SCREENED AT THE 2007 TRIBECA FILM FESTIVAL: Not an overt horror film, “Day Zero” is nonetheless a frightening ordeal, characters inhaling thick lungfuls of dread in a world close enough to our own to give the viewer a sense of unease and trepidation witnessing a situation told with such skill that the film prompts that ever important question, “What would I do?”.

Day Zero counts down 30 days amongst three friends, each with a different set of social and professional circumstances, who must report for military service when the draft is reinstated in America for all males ages 18-35 as war in the Middle East escalates following a terrorist attack in Los Angeles similar to the attacks of September 11th.

George Rifkin (Chris Klien) has made partner at a prestigious law firm and his wife (Ginnifer Goodwin) has entered year five being cancer-free, a 98% rate of survival after strenuous, costly treatments; for the first time, they have a chance to live out of death’s shadow in a position of financial security bordering on opulence. Dixon (Jon Bernthal) is the atypical NY dude, a street smart alpha type making a modest living as a cabbie, entering a relationship with a woman unaware of his draft, and playing sometime surrogate father to a young girl in his apartment building who prefers his company to her junkie parents. Aaron Feller (Elijah Wood), the baby of the trio, defers to the stronger personalities of his friends. He is a physically slight, neurotic young author with one published work under his belt providing a degree of success he appears to take little pleasure in, struggling through a new novel amid a constant avalanche of radio news reports coming out of the war zone that effectively block any creative thought as he sits in front of a blank screen.

Dixon is at peace with serving, almost eager. A patriot, he believes in the necessity of earning freedom and giving back to a country that has granted him the privilege of choice, even the choice to do nothing in particular with his life. George frantically searches for a way out, petitioning his father who has some influence with a senator, researching the various arguments and tactics for dismissal from service including conscientious objectivity, homosexuality and self-mutilation. Dixon is disgusted and offended by George’s refusal to serve his country from both class and loyalty standpoints. Aaron, caught between Dixon and George’s feud, is resigned to serving but frightened of his inability to keep up with the physical demands of army life, much less combat. He bumbles his way through the 30 days haphazardly following a list of 10 things to do before reporting for duty, a cover for the paralyzing terror he feels, which he desperately tries to reconcile.

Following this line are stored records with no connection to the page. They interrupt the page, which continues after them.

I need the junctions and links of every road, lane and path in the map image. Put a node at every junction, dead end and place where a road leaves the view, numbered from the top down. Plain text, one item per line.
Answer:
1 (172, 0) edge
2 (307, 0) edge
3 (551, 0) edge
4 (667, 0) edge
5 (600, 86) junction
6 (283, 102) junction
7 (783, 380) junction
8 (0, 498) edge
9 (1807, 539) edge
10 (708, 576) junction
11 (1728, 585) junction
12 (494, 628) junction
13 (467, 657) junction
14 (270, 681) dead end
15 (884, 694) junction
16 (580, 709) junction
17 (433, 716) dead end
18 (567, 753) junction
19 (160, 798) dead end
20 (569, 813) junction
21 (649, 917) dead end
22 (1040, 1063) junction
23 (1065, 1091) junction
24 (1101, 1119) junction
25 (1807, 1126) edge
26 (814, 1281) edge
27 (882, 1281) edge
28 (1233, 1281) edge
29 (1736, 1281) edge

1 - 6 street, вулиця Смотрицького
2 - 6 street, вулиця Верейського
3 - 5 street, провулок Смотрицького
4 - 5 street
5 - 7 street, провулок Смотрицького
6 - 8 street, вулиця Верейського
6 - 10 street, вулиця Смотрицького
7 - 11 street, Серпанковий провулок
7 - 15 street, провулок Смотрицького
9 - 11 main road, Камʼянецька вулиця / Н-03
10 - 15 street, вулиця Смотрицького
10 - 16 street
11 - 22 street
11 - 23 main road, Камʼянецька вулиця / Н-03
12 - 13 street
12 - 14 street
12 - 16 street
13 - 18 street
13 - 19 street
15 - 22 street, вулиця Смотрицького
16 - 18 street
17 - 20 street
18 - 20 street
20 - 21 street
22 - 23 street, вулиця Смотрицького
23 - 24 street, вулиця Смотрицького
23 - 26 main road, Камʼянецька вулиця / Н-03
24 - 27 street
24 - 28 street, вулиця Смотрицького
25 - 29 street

Day Zero doesn’t engage the politics, instead going for visceral reactions from individuals dealing with their mortality, far more intelligent than burying emotional intensity under topical news and political rhetoric. It's a great September 11th reflection film- far more engaging than similar sociological examinations such as Spike Lee’s 25th Hour, a decent film close in structure but lacking in is ability to draw the audience into the situations of the characters as effectively (really, who didn’t want Ed Norton’s smug character to get punched in the face repeatedly? And that “what happened next” fiasco? Ok, digression over, sorry- it’s not a bad film, but Day Zero is better and more clear in its intentions).

The performances are excellent. Characters wade in tension and fear, even Dixon, who accepts his lot but in his most private moments stares into the darkness wide eyed with apprehension at the fighting and dying to come. Ginnifer Goodwin is a standout amongst the supporting cast, a survivor who must watch her husband’s struggle with the draft, a death sentence of sorts not unlike the cancer he has seen her through. Elijah Wood puts in a career best here- simultaneously hilarious and disturbing.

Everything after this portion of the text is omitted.